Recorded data
☆ ☆ ☆ ☆ ☆

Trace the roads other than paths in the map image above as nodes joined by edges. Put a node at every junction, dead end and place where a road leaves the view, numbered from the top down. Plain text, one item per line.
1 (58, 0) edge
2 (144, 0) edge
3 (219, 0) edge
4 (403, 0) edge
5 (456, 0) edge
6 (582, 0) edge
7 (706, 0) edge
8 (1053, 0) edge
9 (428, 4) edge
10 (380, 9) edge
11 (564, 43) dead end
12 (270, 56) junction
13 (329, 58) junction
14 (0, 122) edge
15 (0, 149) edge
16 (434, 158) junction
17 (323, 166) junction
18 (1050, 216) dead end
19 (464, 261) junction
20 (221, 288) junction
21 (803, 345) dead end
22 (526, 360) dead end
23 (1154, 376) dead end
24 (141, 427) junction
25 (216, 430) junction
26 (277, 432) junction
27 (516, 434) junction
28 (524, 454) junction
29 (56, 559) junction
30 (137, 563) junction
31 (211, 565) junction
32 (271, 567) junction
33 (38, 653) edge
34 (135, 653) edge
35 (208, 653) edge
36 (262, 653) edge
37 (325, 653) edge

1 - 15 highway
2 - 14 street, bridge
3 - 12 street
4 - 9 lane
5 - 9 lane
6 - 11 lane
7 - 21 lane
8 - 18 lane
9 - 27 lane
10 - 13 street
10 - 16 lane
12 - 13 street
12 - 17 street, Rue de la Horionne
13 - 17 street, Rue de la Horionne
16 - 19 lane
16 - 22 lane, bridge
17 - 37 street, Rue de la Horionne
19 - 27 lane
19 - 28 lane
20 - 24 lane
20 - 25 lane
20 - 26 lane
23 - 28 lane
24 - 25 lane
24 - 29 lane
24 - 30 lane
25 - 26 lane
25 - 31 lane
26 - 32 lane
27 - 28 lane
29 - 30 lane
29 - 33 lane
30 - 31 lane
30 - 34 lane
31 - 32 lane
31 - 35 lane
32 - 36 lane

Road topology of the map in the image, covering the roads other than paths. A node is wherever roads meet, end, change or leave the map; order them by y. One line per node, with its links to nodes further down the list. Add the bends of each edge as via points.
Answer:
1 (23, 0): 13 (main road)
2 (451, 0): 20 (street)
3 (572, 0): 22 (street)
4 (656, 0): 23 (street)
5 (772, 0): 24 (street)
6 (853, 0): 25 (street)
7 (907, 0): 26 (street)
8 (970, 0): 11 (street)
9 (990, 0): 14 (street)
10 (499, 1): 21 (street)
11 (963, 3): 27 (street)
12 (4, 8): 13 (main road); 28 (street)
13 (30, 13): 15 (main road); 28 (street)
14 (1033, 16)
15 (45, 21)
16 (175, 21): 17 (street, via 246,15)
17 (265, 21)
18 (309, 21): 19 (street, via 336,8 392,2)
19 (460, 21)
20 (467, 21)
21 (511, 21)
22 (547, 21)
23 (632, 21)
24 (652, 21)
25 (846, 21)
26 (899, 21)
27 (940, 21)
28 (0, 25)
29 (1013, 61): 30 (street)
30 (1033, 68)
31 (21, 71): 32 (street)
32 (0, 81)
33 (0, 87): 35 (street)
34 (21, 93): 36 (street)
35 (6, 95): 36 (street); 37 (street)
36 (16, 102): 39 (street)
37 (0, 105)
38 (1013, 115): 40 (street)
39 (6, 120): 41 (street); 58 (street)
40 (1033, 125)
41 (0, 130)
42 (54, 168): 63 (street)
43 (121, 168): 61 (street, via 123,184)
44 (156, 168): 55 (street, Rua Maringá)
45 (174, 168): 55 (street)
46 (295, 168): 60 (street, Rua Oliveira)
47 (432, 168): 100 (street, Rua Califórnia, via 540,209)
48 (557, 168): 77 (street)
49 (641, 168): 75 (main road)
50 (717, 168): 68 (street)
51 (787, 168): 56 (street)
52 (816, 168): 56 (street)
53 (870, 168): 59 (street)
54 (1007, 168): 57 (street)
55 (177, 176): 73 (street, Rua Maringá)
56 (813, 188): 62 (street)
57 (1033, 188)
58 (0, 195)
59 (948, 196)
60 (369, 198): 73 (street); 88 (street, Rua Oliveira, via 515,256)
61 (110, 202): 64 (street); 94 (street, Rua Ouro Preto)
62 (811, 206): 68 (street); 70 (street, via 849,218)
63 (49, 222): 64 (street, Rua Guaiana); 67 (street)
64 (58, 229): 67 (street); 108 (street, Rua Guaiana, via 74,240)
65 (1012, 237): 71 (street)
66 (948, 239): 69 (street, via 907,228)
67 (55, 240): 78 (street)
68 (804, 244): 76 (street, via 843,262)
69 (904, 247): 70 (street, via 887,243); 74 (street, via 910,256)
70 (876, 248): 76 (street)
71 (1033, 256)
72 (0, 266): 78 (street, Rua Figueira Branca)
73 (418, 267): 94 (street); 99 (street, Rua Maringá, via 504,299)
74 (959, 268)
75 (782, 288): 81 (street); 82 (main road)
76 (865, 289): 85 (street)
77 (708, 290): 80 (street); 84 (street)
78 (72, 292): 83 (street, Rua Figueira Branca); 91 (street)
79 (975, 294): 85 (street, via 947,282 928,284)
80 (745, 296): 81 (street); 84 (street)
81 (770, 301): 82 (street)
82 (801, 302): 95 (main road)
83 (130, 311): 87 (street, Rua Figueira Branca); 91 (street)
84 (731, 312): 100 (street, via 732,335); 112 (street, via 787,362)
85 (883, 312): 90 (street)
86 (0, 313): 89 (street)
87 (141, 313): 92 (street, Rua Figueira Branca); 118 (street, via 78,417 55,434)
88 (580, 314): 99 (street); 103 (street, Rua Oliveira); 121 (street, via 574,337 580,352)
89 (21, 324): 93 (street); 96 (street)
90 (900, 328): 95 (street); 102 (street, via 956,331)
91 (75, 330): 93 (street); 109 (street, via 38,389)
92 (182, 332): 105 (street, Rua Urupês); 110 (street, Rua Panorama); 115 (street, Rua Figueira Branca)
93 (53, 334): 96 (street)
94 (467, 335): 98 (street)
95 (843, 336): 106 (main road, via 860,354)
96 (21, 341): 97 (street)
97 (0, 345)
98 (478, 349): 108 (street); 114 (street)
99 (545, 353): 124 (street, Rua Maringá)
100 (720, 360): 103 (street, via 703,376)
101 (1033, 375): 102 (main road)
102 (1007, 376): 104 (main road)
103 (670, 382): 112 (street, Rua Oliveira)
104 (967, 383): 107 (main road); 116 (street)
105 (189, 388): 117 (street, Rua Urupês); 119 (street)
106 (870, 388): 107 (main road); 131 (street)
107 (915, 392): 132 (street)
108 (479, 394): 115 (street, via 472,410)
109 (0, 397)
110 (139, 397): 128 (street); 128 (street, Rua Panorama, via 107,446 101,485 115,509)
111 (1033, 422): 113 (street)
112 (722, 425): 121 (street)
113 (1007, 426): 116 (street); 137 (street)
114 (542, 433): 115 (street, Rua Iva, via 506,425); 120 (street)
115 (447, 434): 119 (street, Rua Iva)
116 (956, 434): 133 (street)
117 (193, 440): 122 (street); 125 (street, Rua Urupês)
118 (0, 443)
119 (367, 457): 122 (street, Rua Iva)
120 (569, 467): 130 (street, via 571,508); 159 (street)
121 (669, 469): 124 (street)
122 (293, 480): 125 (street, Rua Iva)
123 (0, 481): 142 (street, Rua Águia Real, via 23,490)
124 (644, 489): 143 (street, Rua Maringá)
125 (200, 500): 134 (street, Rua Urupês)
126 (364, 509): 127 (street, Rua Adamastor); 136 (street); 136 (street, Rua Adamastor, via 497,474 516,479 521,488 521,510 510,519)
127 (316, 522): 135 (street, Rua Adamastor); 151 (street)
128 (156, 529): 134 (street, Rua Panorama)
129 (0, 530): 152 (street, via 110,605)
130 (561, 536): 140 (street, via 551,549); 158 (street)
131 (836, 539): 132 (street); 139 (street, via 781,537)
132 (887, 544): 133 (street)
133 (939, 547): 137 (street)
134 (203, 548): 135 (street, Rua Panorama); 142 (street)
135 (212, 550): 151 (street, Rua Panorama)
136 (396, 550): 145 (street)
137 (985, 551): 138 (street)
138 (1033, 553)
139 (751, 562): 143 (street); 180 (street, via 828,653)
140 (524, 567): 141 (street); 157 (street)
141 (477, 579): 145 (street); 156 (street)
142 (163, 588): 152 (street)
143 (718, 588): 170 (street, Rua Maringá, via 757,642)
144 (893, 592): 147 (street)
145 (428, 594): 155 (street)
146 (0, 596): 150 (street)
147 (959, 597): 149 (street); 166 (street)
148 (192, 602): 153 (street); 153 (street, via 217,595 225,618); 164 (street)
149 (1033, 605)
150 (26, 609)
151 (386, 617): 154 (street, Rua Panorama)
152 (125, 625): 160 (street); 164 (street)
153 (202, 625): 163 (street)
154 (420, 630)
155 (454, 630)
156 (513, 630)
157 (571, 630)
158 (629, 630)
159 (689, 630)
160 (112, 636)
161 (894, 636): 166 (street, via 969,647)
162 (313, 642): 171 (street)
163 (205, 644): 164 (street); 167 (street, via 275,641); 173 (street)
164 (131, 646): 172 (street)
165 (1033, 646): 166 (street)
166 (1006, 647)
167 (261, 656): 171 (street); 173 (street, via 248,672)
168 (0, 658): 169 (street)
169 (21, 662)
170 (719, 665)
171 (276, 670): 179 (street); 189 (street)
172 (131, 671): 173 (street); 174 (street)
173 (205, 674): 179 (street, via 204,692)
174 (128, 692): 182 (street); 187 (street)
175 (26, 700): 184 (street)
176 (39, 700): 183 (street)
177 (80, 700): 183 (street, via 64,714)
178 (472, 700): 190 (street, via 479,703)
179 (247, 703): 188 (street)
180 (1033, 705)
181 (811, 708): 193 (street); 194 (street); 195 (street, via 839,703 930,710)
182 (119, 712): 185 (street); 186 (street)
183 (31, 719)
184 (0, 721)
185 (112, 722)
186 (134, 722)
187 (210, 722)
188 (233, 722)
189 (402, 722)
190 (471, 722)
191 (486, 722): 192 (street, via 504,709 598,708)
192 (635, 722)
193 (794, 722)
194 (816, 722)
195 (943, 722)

☆ ☆ ☆ ☆ ☆

- WHAT YOU WILL DO
Please find the lines in the data that contain the word "Figueira" and copy them.

- WORKED SOLUTION
72 (0, 266): 78 (street, Rua Figueira Branca)
78 (72, 292): 83 (street, Rua Figueira Branca); 91 (street)
83 (130, 311): 87 (street, Rua Figueira Branca); 91 (street)
87 (141, 313): 92 (street, Rua Figueira Branca); 118 (street, via 78,417 55,434)
92 (182, 332): 105 (street, Rua Urupês); 110 (street, Rua Panorama); 115 (street, Rua Figueira Branca)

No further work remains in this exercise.